"Less expensive than other flooring materials like wood and linoleum, it took off with the midcentury building boom. And while it’s fallen in and out of fashion — color-blocked 1970s interiors and McMansions both favored this type of flooring — it’s never really left...."
From "Wall-to-Wall Carpeting’s Very Good Year" (NY Magazine).
"But, as we’ve seen this year, if you want to make a space stand out with a single move, vibrant wall-to-wall carpeting is one way to do it. And it is possible to do it extremely well. Case in point: designer Mark Grattan’s Mexico City apartment and its seafoam-green living-room carpet, which was on the cover of Elle Decor last year.
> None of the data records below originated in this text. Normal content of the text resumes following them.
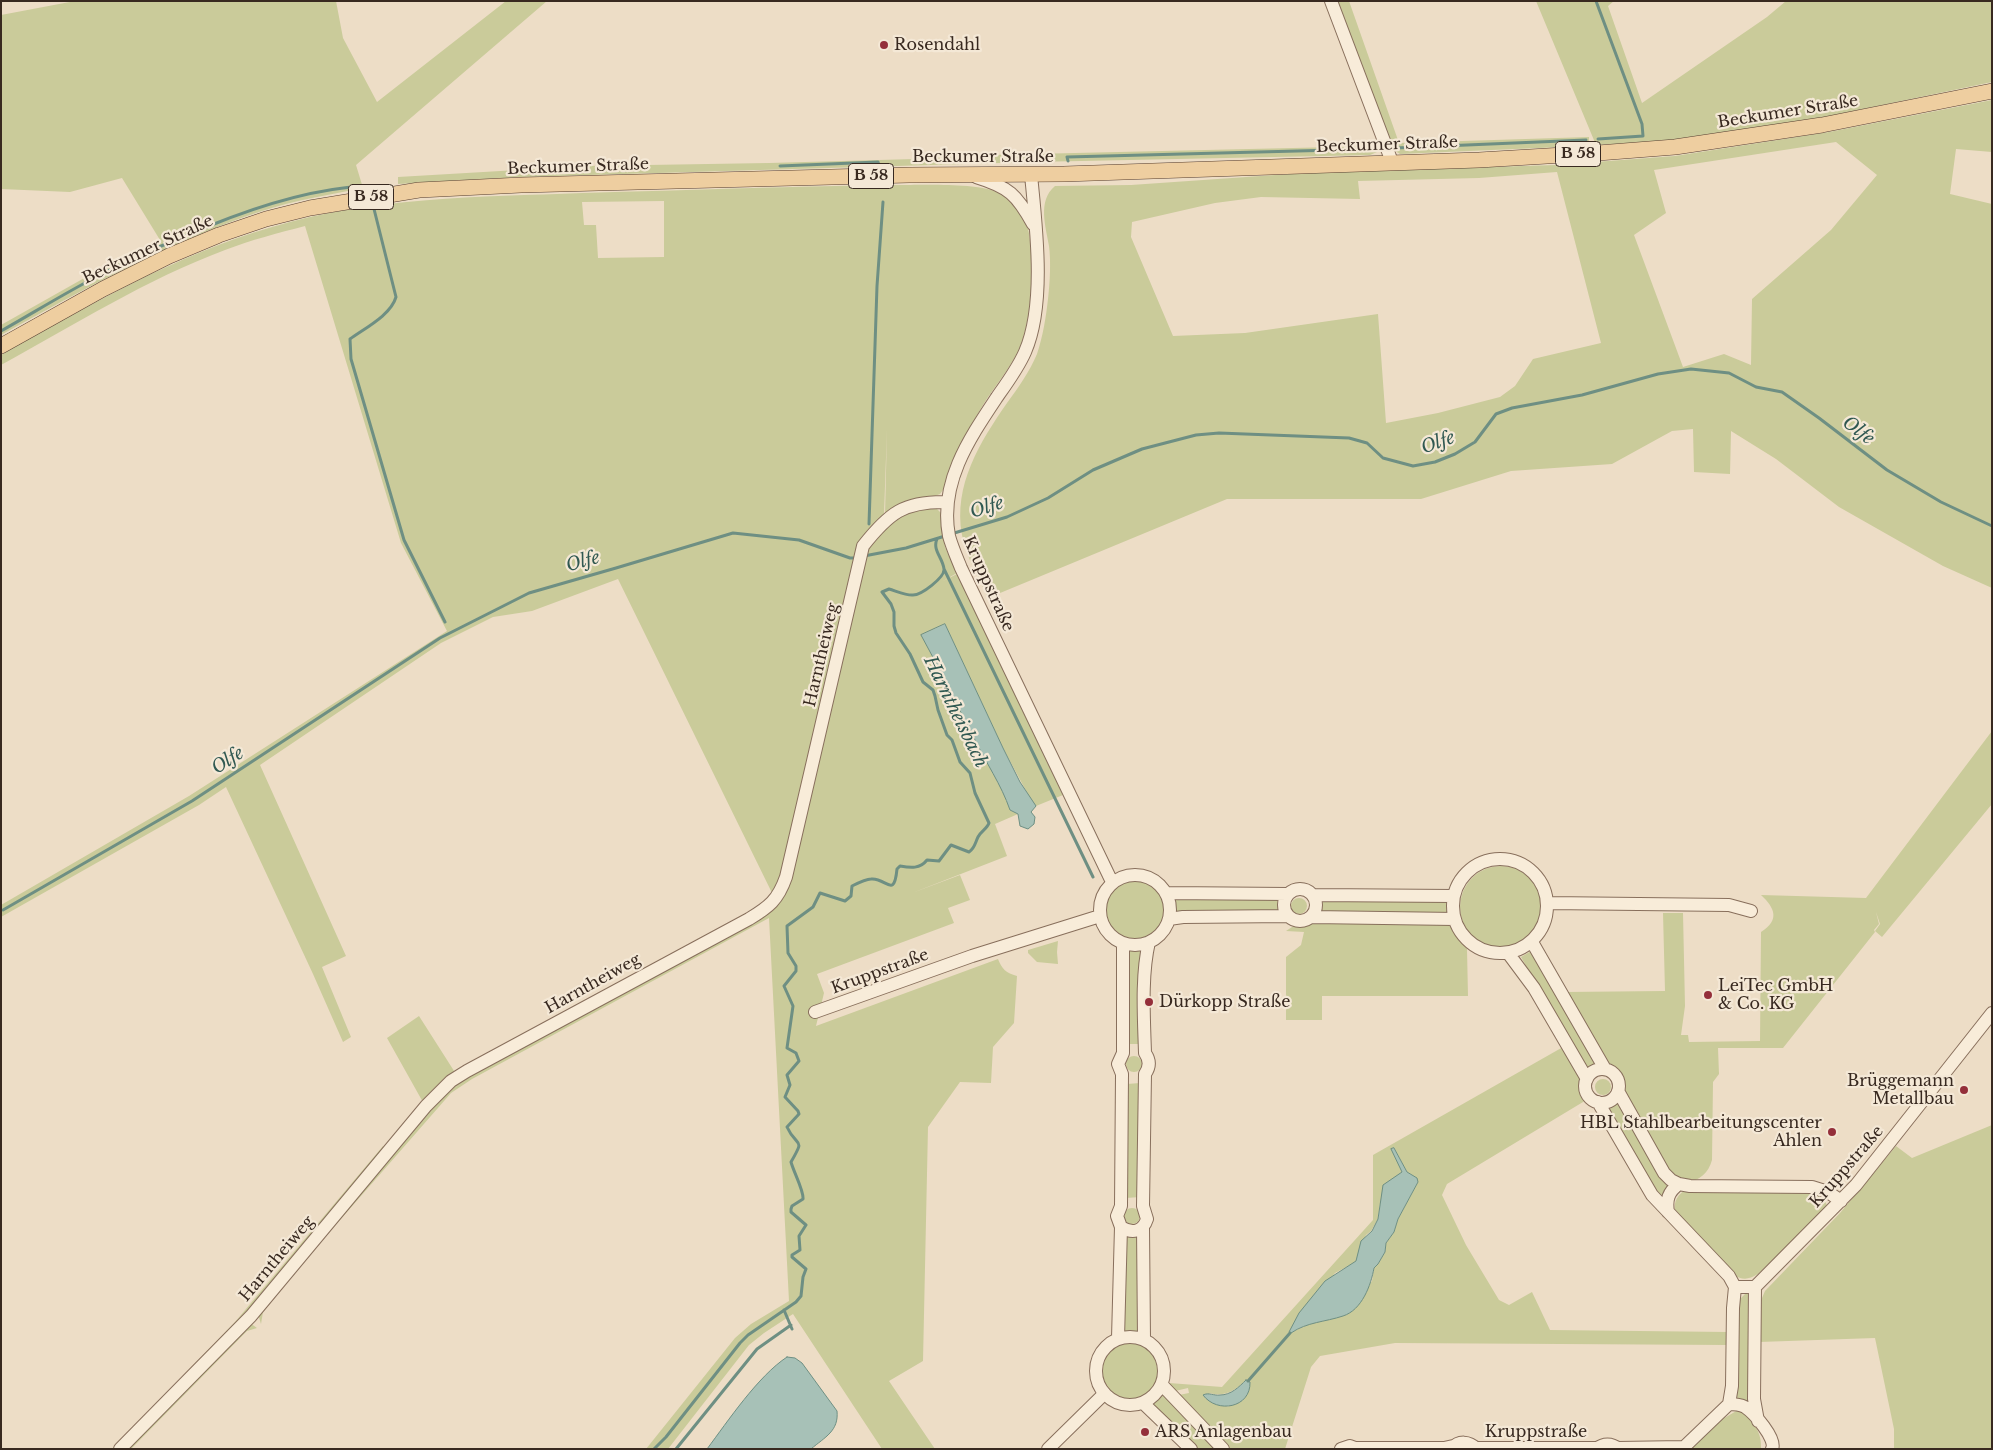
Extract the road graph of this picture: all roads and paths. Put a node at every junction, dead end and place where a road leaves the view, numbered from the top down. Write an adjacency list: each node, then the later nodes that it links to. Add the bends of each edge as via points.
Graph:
1 (1331, 1): 3 (street)
2 (1992, 91): 3 (main road, Beckumer Straße / B 58, via 1822,125 1675,147)
3 (1392, 162): 5 (main road, Beckumer Straße / B 58)
4 (970, 175): 5 (main road, Beckumer Straße / B 58); 6 (street, via 989,181 1015,196); 7 (main road, Beckumer Straße / B 58, via 520,185 419,190 348,200 266,219 177,252)
5 (1031, 175): 6 (street, Kruppstraße)
6 (1035, 229): 8 (street, Kruppstraße, via 1034,317 1025,352 968,440)
7 (1, 346)
8 (947, 502): 9 (street, Kruppstraße, via 952,546 1034,725); 56 (street, Harntheiweg, via 911,504 878,526 863,546 786,877 778,897 749,919 451,1081 426,1106 251,1316)
9 (1116, 880): 10 (street, via 1135,874 1148,877); 16 (street, via 1104,892)
10 (1166, 893): 11 (street); 20 (street, via 1170,906)
11 (1288, 894): 12 (street, via 1303,889); 17 (street, via 1284,905)
12 (1313, 895): 13 (street); 18 (street, via 1316,906)
13 (1454, 896): 14 (street, via 1467,872 1482,862 1500,859 1517,862 1532,871 1543,886); 19 (street)
14 (1548, 903): 15 (street, via 1728,905); 22 (street, via 1543,928)
15 (1751, 911)
16 (1100, 916): 23 (street, via 1108,933); 25 (street, Kruppstraße, via 972,956)
17 (1288, 916): 18 (street, via 1297,921); 20 (street, via 1183,917)
18 (1312, 917): 19 (street)
19 (1454, 919): 24 (street, via 1474,946 1492,953)
20 (1169, 920): 21 (street, via 1158,936)
21 (1149, 942): 23 (street); 28 (street, via 1146,953)
22 (1532, 942): 24 (street); 29 (street)
23 (1123, 943): 27 (street)
24 (1508, 953): 32 (street, via 1534,988)
25 (815, 1012)
26 (1992, 1013): 36 (street, Kruppstraße)
27 (1123, 1053): 28 (street, via 1134,1049); 30 (street, via 1118,1064)
28 (1145, 1053): 31 (street, via 1149,1061)
29 (1605, 1069): 32 (street, via 1593,1072); 33 (street, via 1617,1077)
30 (1122, 1074): 31 (street, via 1134,1079); 37 (street)
31 (1145, 1074): 38 (street)
32 (1587, 1079): 34 (street, via 1586,1090)
33 (1618, 1091): 34 (street, via 1611,1100); 35 (street, via 1664,1173)
34 (1598, 1102): 39 (street, via 1652,1195)
35 (1679, 1184): 36 (street, via 1812,1187); 39 (street, via 1668,1195)
36 (1841, 1201): 43 (street, Kruppstraße)
37 (1121, 1206): 38 (street, via 1132,1201); 40 (street, via 1117,1216)
38 (1143, 1206): 41 (street, via 1147,1219)
39 (1668, 1212): 42 (street, via 1730,1276)
40 (1121, 1227): 41 (street, via 1132,1232); 44 (street)
41 (1143, 1227): 45 (street)
42 (1735, 1287): 43 (street); 49 (street)
43 (1755, 1287): 50 (street, via 1754,1399)
44 (1118, 1338): 45 (street); 47 (street, via 1099,1356 1096,1376)
45 (1144, 1339): 46 (street, via 1156,1348 1164,1364)
46 (1162, 1385): 48 (street); 59 (street)
47 (1104, 1394): 48 (street, via 1122,1404); 57 (street)
48 (1143, 1403): 58 (street)
49 (1729, 1404): 50 (street, via 1744,1407); 55 (street, Kruppstraße)
50 (1758, 1421): 62 (street, via 1773,1438)
51 (1452, 1447): 52 (street, Kruppstraße); 53 (street, Kruppstraße, via 1466,1442)
52 (1357, 1448): 60 (street, Kruppstraße)
53 (1476, 1448): 61 (street, Kruppstraße)
54 (1619, 1448): 55 (street, Kruppstraße); 61 (street, Kruppstraße, via 1609,1444)
55 (1683, 1448)
56 (120, 1449)
57 (1048, 1449)
58 (1191, 1449)
59 (1224, 1449)
60 (1341, 1449)
61 (1596, 1449)
62 (1772, 1449)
Or the Coming Soon founders’ bungalow in the Rockaways, covered in a custom installation of Cold Picnic’s patterned rug...."
51 comments:
There's a reasons for cliches...especially the classic Everything old is new again.
Scrolling down into that photo, I'm thinking, "hey, that's MY house!" and then the furnishings and carpet come into view. Oog. No.
At some point in my life I just started wondering if you can ever get wall-to-wall carpeting really clean. The ads for Glory rug cleaner: 1. Vacuum. 2. Spray foam, push in with a wet mop, allow to dry. 3. Vacuum again. What? So the top quarter inch or so is nice and clean, but haven't you pushed a bunch of dirt down toward the bottom? Isn't there going to be an ecosystem down there?
Remember Shag rugs and carpeting?
Just converted our last carpeted room this spring and couldn’t be happier with the result. Even the most diligently cleaned and cared for carpet is hideously unhygienic, even in an era where no one wears shoes inside anymore.
But, yes, never understood the attraction of the “gray-planked”. Maple has a multitude of great shades.
Ugly.
Uhg.
Not a single fiber of carpet on the entire main floor of our house. All wood. Hardwood.
Ripped it out years ago. Much easier to keep clean now. Never going back.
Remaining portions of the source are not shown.